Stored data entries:
——————————

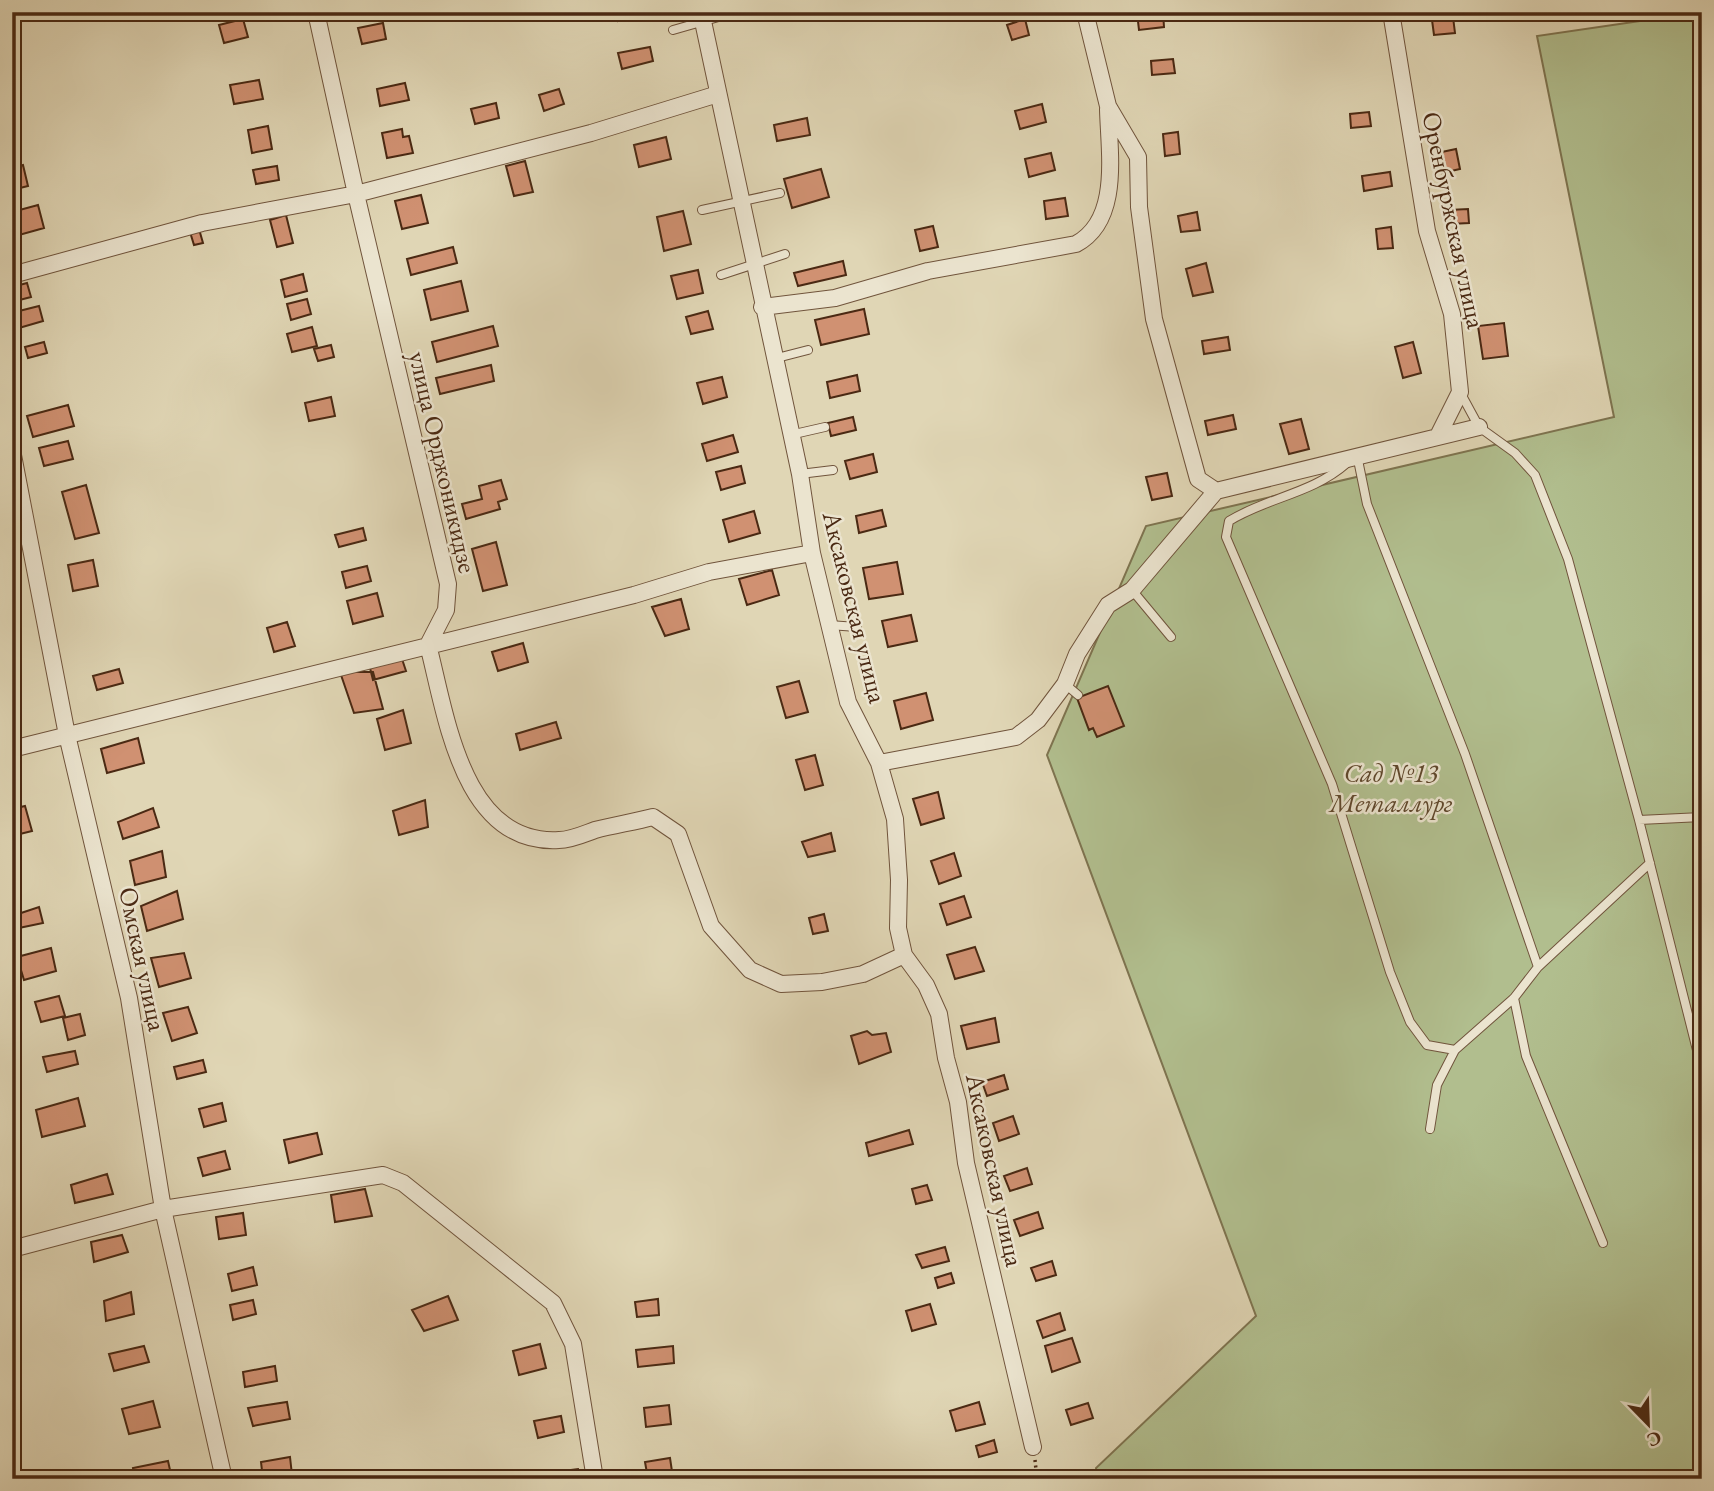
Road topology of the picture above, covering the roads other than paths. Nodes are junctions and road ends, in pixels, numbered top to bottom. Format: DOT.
graph roads {
  1 [pos="316,12"];
  2 [pos="736,12"];
  3 [pos="1085,12"];
  4 [pos="1391,12"];
  5 [pos="702,16"];
  6 [pos="673,30"];
  7 [pos="718,94"];
  8 [pos="1108,106"];
  9 [pos="780,193"];
  10 [pos="356,194"];
  11 [pos="740,202"];
  12 [pos="702,210"];
  13 [pos="785,254"];
  14 [pos="753,264"];
  15 [pos="12,275"];
  16 [pos="720,275"];
  17 [pos="762,307"];
  18 [pos="808,350"];
  19 [pos="773,359"];
  20 [pos="1460,392"];
  21 [pos="1479,426"];
  22 [pos="825,427"];
  23 [pos="1439,434"];
  24 [pos="790,435"];
  25 [pos="12,450"];
  26 [pos="1357,455"];
  27 [pos="833,470"];
  28 [pos="800,474"];
  29 [pos="1216,491"];
  30 [pos="812,553"];
  31 [pos="1132,590"];
  32 [pos="829,625"];
  33 [pos="857,626"];
  34 [pos="1171,637"];
  35 [pos="429,645"];
  36 [pos="1065,684"];
  37 [pos="1078,695"];
  38 [pos="68,735"];
  39 [pos="12,749"];
  40 [pos="879,763"];
  41 [pos="1702,817"];
  42 [pos="1639,820"];
  43 [pos="1650,863"];
  44 [pos="904,955"];
  45 [pos="1538,967"];
  46 [pos="1514,998"];
  47 [pos="1455,1050"];
  48 [pos="1702,1070"];
  49 [pos="1430,1129"];
  50 [pos="163,1209"];
  51 [pos="1603,1243"];
  52 [pos="12,1248"];
  53 [pos="1033,1447"];
  54 [pos="225,1479"];
  55 [pos="595,1479"];
  1 -- 10 [label="street, улица Орджоникидзе"];
  2 -- 5 [label="lane"];
  3 -- 8 [label="street"];
  4 -- 20 [label="street, Оренбуржская улица"];
  5 -- 6 [label="lane"];
  5 -- 7 [label="street, Аксаковская улица"];
  7 -- 10 [label="street"];
  7 -- 11 [label="street, Аксаковская улица"];
  8 -- 17 [label="street"];
  8 -- 29 [label="street"];
  9 -- 11 [label="lane"];
  10 -- 15 [label="street"];
  10 -- 35 [label="street, улица Орджоникидзе"];
  11 -- 12 [label="lane"];
  11 -- 14 [label="street, Аксаковская улица"];
  13 -- 14 [label="lane"];
  14 -- 16 [label="lane"];
  14 -- 17 [label="street, Аксаковская улица"];
  17 -- 19 [label="street, Аксаковская улица"];
  18 -- 19 [label="lane"];
  19 -- 24 [label="street, Аксаковская улица"];
  20 -- 21 [label="lane"];
  20 -- 23 [label="street"];
  21 -- 23 [label="street"];
  21 -- 42 [label="lane"];
  22 -- 24 [label="lane"];
  23 -- 26 [label="street"];
  24 -- 28 [label="street, Аксаковская улица"];
  25 -- 38 [label="street, Омская улица"];
  26 -- 29 [label="street"];
  26 -- 45 [label="lane"];
  26 -- 47 [label="lane"];
  27 -- 28 [label="lane"];
  28 -- 30 [label="street, Аксаковская улица"];
  29 -- 31 [label="street"];
  30 -- 32 [label="street, Аксаковская улица"];
  30 -- 35 [label="street"];
  31 -- 34 [label="lane"];
  31 -- 36 [label="street"];
  32 -- 33 [label="lane"];
  32 -- 40 [label="street, Аксаковская улица"];
  35 -- 38 [label="street"];
  35 -- 44 [label="street"];
  36 -- 37 [label="lane"];
  36 -- 40 [label="street"];
  38 -- 39 [label="street"];
  38 -- 50 [label="street, Омская улица"];
  40 -- 44 [label="street, Аксаковская улица"];
  41 -- 42 [label="lane"];
  42 -- 43 [label="lane"];
  43 -- 45 [label="lane"];
  43 -- 48 [label="lane"];
  44 -- 53 [label="street, Аксаковская улица"];
  45 -- 46 [label="lane"];
  46 -- 47 [label="lane"];
  46 -- 51 [label="lane"];
  47 -- 49 [label="lane"];
  50 -- 52 [label="street"];
  50 -- 54 [label="street, Омская улица"];
  50 -- 55 [label="street"];
}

——————————

The task - Of all the lines in the data above, show only those that hold the word "Аксаковская".

Result -
  5 -- 7 [label="street, Аксаковская улица"];
  7 -- 11 [label="street, Аксаковская улица"];
  11 -- 14 [label="street, Аксаковская улица"];
  14 -- 17 [label="street, Аксаковская улица"];
  17 -- 19 [label="street, Аксаковская улица"];
  19 -- 24 [label="street, Аксаковская улица"];
  24 -- 28 [label="street, Аксаковская улица"];
  28 -- 30 [label="street, Аксаковская улица"];
  30 -- 32 [label="street, Аксаковская улица"];
  32 -- 40 [label="street, Аксаковская улица"];
  40 -- 44 [label="street, Аксаковская улица"];
  44 -- 53 [label="street, Аксаковская улица"];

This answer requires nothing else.